» **WHAT NEEDS TO BE DONE**: Extract, from the records beneath this instruction, each line that contains the word "Autostrada".

____ DATA FOR THIS EXERCISE

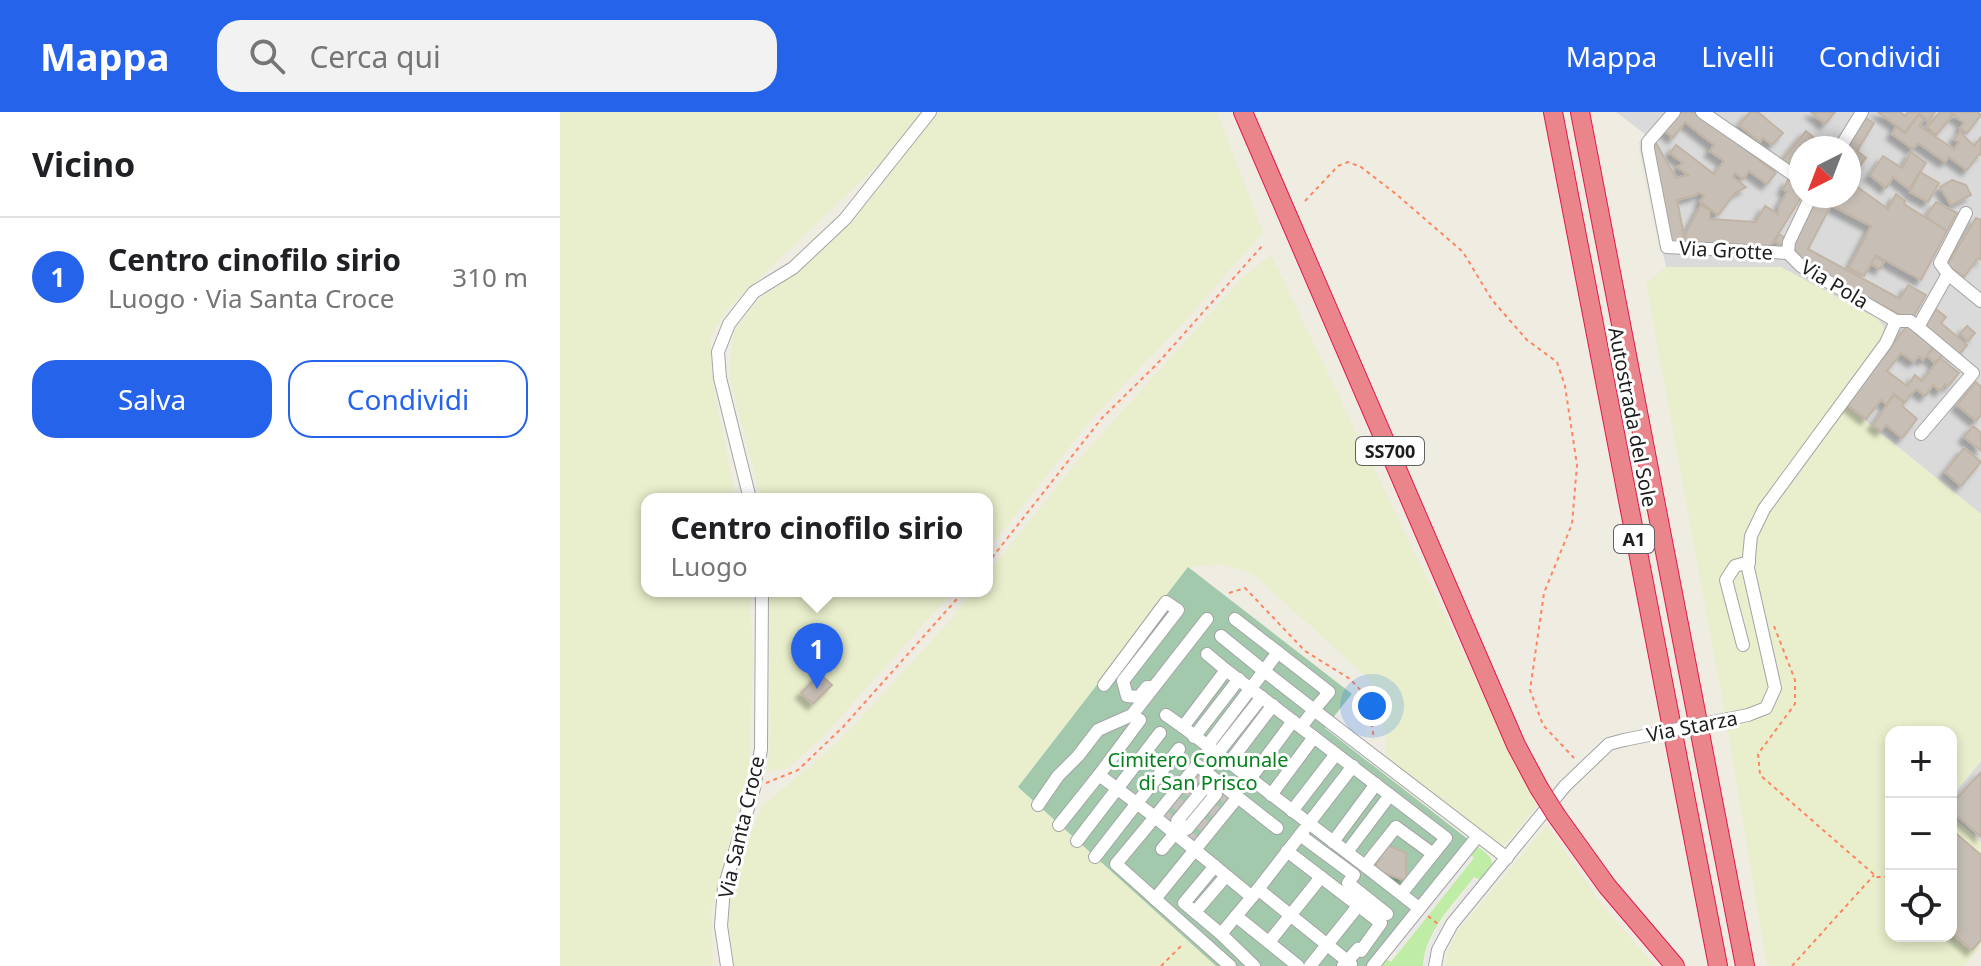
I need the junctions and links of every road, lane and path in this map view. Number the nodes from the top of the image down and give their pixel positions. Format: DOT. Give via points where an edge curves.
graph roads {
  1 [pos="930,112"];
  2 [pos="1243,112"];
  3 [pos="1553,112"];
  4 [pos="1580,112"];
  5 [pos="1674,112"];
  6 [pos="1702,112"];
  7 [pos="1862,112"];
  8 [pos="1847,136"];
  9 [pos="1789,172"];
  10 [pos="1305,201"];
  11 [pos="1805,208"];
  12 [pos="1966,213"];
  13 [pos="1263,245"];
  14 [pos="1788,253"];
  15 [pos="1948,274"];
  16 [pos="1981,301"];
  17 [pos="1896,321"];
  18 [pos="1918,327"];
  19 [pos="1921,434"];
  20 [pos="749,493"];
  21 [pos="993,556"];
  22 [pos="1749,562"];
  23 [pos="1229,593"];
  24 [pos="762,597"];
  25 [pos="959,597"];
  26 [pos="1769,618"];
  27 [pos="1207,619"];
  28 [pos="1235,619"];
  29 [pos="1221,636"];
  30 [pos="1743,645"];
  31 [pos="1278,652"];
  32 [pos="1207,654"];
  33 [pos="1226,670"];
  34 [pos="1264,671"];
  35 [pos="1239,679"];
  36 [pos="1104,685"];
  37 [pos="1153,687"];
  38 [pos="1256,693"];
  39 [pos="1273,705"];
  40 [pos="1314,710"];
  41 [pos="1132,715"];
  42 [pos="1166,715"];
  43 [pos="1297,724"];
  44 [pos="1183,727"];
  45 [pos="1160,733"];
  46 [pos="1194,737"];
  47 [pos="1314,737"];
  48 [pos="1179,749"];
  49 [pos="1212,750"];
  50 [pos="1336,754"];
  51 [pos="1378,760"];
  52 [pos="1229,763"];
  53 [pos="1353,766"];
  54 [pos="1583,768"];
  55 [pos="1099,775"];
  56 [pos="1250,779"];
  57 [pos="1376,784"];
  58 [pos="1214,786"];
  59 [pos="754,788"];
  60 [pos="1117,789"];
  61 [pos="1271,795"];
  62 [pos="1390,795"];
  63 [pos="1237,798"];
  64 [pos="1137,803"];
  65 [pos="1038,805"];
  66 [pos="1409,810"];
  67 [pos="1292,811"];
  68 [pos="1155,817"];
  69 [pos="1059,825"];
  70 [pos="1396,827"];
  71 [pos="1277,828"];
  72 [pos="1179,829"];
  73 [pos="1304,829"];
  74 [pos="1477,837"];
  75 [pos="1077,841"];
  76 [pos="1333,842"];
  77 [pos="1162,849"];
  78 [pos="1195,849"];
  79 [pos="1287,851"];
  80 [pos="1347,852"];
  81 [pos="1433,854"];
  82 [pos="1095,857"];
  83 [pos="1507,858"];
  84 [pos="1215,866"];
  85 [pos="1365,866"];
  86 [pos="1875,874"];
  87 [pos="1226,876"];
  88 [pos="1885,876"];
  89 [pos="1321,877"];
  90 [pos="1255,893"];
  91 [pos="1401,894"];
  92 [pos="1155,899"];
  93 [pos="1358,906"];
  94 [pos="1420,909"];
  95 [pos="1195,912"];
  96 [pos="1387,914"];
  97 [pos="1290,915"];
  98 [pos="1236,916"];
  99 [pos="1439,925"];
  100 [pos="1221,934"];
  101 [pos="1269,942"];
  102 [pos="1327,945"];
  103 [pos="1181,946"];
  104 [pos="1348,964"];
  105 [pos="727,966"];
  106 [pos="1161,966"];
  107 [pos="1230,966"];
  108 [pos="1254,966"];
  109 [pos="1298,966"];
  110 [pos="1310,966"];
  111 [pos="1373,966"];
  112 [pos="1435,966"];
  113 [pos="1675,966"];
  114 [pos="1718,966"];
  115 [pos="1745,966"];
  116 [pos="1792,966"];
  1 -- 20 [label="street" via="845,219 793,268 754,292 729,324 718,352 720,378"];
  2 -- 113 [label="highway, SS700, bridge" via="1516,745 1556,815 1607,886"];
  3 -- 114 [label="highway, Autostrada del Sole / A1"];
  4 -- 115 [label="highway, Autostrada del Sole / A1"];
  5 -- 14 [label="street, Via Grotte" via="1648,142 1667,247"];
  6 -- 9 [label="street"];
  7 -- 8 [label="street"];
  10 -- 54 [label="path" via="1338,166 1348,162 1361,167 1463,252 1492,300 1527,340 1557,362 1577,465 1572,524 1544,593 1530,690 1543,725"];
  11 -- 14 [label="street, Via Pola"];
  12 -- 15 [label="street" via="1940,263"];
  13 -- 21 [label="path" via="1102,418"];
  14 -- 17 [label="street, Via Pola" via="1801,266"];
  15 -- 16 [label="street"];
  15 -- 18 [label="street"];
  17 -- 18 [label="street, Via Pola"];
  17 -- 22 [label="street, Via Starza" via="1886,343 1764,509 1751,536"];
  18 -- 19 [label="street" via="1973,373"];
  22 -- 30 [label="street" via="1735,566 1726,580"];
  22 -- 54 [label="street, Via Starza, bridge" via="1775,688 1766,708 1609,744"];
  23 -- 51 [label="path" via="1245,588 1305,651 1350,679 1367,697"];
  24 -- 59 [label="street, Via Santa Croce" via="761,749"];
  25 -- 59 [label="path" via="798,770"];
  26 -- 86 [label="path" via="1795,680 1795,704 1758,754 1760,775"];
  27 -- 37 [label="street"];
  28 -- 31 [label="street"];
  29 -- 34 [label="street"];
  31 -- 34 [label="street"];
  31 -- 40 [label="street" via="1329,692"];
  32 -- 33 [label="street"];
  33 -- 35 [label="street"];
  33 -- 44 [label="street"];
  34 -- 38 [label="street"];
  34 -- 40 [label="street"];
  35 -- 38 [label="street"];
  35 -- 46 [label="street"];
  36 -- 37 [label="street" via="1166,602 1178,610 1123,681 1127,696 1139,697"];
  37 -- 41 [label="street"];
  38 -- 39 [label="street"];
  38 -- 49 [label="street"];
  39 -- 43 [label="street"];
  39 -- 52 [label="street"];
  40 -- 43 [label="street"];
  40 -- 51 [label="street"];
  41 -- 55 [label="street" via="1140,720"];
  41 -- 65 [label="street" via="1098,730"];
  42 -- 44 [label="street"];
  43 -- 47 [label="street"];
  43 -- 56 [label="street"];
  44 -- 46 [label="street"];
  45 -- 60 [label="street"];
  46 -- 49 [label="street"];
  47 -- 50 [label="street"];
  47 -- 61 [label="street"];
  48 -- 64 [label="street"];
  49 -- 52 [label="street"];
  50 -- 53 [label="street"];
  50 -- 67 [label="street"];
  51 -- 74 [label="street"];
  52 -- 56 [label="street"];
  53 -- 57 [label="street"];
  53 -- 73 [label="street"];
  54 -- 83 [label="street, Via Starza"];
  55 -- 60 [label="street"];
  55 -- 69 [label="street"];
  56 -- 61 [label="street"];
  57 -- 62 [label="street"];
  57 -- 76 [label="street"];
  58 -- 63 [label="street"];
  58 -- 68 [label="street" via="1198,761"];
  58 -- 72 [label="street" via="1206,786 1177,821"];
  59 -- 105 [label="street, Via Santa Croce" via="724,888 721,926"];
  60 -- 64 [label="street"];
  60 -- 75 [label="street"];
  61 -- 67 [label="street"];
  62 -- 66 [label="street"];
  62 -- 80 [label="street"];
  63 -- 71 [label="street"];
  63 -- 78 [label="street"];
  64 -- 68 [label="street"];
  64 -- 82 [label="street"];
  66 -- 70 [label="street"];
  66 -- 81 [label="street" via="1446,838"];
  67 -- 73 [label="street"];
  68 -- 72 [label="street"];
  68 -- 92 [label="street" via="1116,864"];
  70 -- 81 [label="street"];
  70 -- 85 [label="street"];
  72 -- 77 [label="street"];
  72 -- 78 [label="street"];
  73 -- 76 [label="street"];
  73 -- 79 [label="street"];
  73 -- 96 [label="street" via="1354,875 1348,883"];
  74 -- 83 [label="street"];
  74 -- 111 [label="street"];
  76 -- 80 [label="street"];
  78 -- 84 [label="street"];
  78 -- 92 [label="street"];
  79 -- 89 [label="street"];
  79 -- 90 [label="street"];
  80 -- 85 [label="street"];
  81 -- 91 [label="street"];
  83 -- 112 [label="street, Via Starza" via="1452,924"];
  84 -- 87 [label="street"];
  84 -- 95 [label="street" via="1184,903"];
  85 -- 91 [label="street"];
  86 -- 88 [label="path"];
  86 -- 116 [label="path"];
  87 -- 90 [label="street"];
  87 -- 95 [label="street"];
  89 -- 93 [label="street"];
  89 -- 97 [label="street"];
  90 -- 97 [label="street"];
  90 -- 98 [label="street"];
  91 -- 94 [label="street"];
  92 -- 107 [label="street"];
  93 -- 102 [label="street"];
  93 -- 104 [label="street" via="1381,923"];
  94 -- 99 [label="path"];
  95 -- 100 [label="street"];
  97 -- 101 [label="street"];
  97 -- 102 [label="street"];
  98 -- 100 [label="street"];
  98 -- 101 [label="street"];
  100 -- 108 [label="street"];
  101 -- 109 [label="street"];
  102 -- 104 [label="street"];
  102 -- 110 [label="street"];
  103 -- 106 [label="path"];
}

________

» **RESPONSE AREA**:
  3 -- 114 [label="highway, Autostrada del Sole / A1"];
  4 -- 115 [label="highway, Autostrada del Sole / A1"];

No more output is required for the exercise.